[[ TASK DATA, beginning ]]

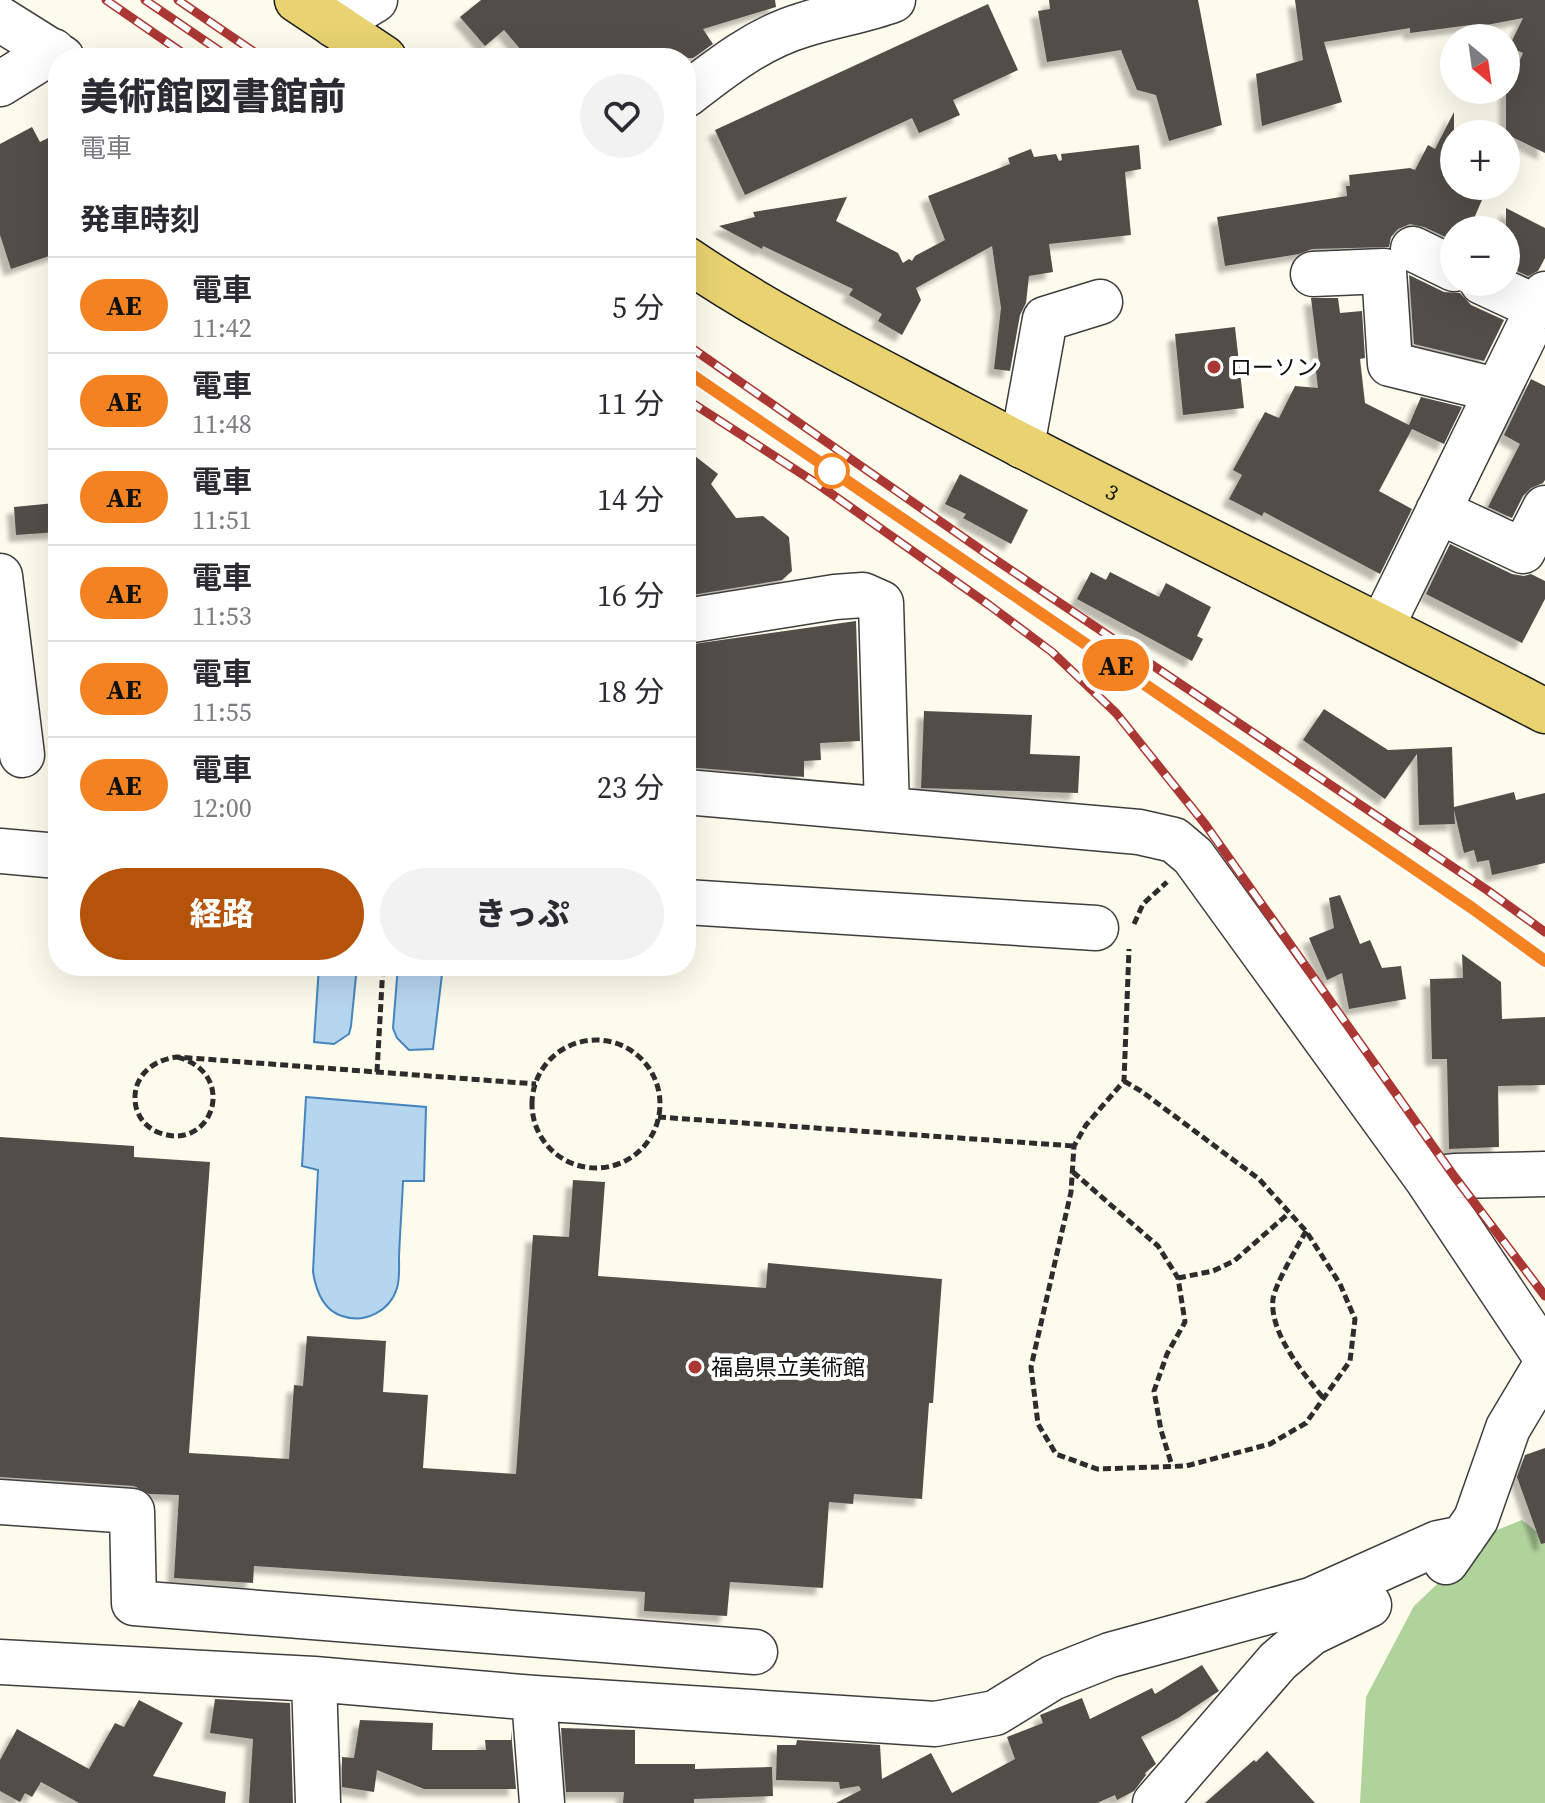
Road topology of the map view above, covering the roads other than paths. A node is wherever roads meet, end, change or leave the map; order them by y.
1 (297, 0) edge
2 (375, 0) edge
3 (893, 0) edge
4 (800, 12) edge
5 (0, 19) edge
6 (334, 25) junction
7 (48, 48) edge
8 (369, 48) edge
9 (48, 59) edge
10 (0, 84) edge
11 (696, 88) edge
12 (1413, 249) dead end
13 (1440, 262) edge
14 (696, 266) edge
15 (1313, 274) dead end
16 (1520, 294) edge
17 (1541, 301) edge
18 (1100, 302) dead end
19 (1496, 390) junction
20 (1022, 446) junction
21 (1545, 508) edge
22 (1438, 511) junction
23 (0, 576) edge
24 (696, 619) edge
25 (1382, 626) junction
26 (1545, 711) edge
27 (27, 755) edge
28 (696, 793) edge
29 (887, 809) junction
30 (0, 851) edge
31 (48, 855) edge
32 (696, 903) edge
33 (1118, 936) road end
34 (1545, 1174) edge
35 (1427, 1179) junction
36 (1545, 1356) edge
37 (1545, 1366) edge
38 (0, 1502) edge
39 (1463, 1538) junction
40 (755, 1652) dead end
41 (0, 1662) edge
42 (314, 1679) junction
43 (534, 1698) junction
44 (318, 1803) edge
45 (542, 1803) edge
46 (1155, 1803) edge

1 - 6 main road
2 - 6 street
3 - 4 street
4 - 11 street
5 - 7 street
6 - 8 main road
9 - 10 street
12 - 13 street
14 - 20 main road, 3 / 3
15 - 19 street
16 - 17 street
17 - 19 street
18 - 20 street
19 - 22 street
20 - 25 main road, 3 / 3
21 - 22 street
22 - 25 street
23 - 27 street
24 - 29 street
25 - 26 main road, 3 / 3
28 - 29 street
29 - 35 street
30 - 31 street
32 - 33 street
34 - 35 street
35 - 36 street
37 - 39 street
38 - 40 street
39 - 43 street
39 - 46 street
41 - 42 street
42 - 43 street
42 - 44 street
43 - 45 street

[[ TASK DATA, end ]]
[[ TASK DATA, beginning ]]

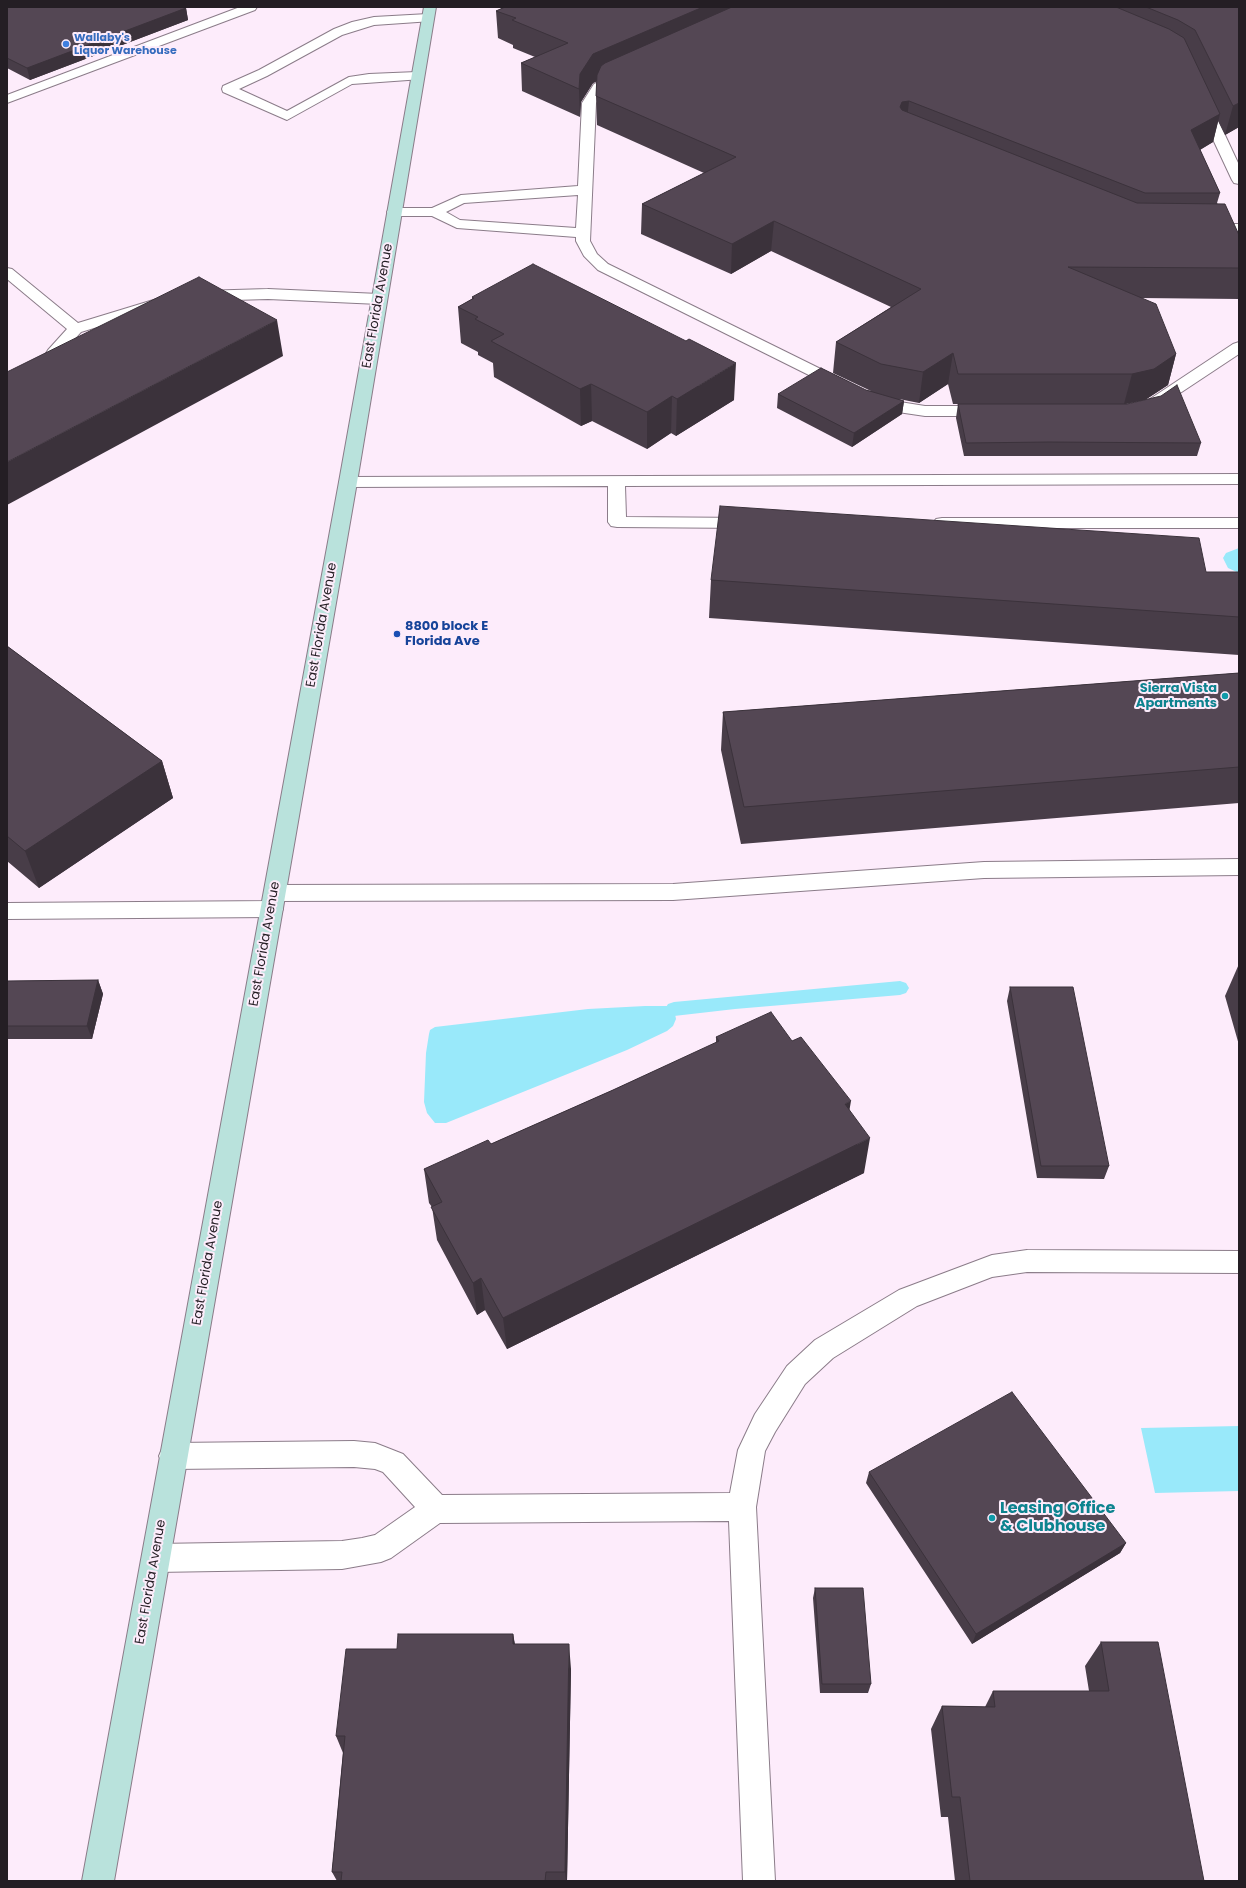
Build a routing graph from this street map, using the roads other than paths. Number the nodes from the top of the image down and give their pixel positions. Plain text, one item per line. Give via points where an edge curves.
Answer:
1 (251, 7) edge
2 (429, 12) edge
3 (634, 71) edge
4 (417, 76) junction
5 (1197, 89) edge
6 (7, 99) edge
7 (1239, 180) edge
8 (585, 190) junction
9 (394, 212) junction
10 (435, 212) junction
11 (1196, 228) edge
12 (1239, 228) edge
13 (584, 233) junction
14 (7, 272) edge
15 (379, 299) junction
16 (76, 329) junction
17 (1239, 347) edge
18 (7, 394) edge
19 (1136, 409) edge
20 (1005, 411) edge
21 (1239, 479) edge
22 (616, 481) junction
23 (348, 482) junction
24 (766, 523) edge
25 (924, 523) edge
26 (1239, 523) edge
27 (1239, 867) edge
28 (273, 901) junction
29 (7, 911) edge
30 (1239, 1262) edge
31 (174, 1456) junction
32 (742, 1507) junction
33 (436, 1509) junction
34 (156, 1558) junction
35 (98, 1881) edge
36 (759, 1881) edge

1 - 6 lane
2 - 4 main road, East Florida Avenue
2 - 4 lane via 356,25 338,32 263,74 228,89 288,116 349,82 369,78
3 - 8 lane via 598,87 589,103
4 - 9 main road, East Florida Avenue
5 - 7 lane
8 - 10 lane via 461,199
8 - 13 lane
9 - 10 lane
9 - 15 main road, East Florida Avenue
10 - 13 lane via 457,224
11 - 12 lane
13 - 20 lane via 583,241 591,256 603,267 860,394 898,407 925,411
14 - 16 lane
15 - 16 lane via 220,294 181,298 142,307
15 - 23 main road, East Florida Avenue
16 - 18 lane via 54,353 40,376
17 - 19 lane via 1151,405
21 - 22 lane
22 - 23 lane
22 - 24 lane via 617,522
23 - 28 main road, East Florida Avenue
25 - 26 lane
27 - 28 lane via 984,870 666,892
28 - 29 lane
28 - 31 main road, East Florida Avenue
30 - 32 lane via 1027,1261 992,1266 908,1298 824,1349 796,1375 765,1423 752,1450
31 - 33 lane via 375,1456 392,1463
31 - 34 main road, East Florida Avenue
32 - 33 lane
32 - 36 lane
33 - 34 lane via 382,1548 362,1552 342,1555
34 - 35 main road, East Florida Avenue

[[ TASK DATA, end ]]

**PROBLEM REQUIREMENTS:** In the entries above, which lines hold the word "than"? Copy them out.

**SOLUTION FOR THIS PROBLEM:**
Road topology of the map view above, covering the roads other than paths. A node is wherever roads meet, end, change or leave the map; order them by y.
Build a routing graph from this street map, using the roads other than paths. Number the nodes from the top of the image down and give their pixel positions. Plain text, one item per line. Give via points where an edge curves.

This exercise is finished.